- [Supplied entries]
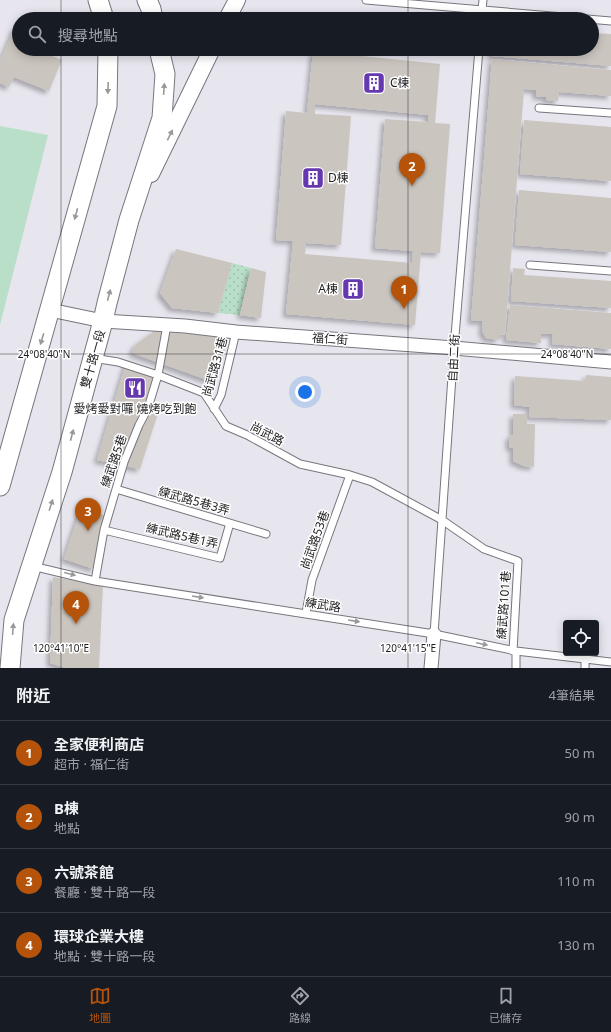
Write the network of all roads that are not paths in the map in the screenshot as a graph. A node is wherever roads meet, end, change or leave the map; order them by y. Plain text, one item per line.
1 (98, 0) edge
2 (147, 0) edge
3 (237, 0) edge
4 (366, 0) edge
5 (483, 0) edge
6 (482, 9) junction
7 (102, 12) edge
8 (152, 12) edge
9 (231, 12) edge
10 (482, 12) edge
11 (514, 12) edge
12 (599, 20) edge
13 (611, 21) edge
14 (108, 56) edge
15 (161, 56) edge
16 (208, 56) edge
17 (478, 56) edge
18 (539, 108) dead end
19 (611, 113) edge
20 (129, 220) junction
21 (530, 265) dead end
22 (611, 271) edge
23 (50, 310) junction
24 (104, 321) junction
25 (167, 325) junction
26 (236, 332) junction
27 (454, 348) junction
28 (93, 358) junction
29 (611, 362) edge
30 (158, 375) junction
31 (214, 408) junction
32 (350, 474) junction
33 (0, 486) edge
34 (116, 490) junction
35 (442, 520) junction
36 (230, 523) junction
37 (104, 530) junction
38 (266, 534) dead end
39 (31, 566) junction
40 (95, 581) junction
41 (306, 613) junction
42 (434, 634) junction
43 (514, 651) junction
44 (585, 659) junction
45 (611, 662) edge
46 (10, 668) edge
47 (431, 668) edge
48 (516, 668) edge
49 (585, 668) edge

1 - 7 main road
2 - 8 main road
3 - 9 street
4 - 6 lane
5 - 6 lane
6 - 10 lane
6 - 11 lane
12 - 13 lane
14 -> 23 main road
20 -> 15 main road, 雙十路一段
20 -> 16 street
17 - 27 lane, 自由二街
18 - 19 lane
24 -> 20 main road, 雙十路一段
21 - 22 lane
23 - 24 street, 福仁街
23 -> 33 main road
24 - 25 street, 福仁街
24 - 28 main road, 雙十路一段
25 - 26 street, 福仁街
25 - 30 lane, 練武路5巷
26 - 27 street, 福仁街
26 - 31 lane, 尚武路31巷
27 - 29 street, 福仁街
27 - 35 lane, 自由二街
28 - 30 lane, 尚武路
39 -> 28 main road, 雙十路一段
30 - 31 lane, 尚武路
30 - 34 lane, 練武路5巷
31 - 32 lane, 尚武路
32 - 35 lane, 尚武路
32 - 41 lane, 尚武路53巷
34 - 36 lane, 練武路5巷3弄
34 - 37 lane, 練武路5巷
35 - 42 lane, 自由二街
35 - 43 lane, 練武路101巷
36 - 37 lane, 練武路5巷1弄
36 - 38 lane, 練武路5巷3弄
37 - 40 lane, 練武路5巷
39 -> 40 lane, 練武路
46 -> 39 main road, 雙十路一段
40 -> 41 lane, 練武路
41 -> 42 lane, 練武路
42 -> 43 lane, 練武路
42 - 47 street, 自由二街
43 - 44 lane, 練武路
43 - 48 lane, 練武路101巷
44 - 45 lane, 練武路
44 - 49 lane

- [Your task] Report every line of the data above that contains the string "main" by copying it in full.

- [Exercise response]
1 - 7 main road
2 - 8 main road
14 -> 23 main road
20 -> 15 main road, 雙十路一段
24 -> 20 main road, 雙十路一段
23 -> 33 main road
24 - 28 main road, 雙十路一段
39 -> 28 main road, 雙十路一段
46 -> 39 main road, 雙十路一段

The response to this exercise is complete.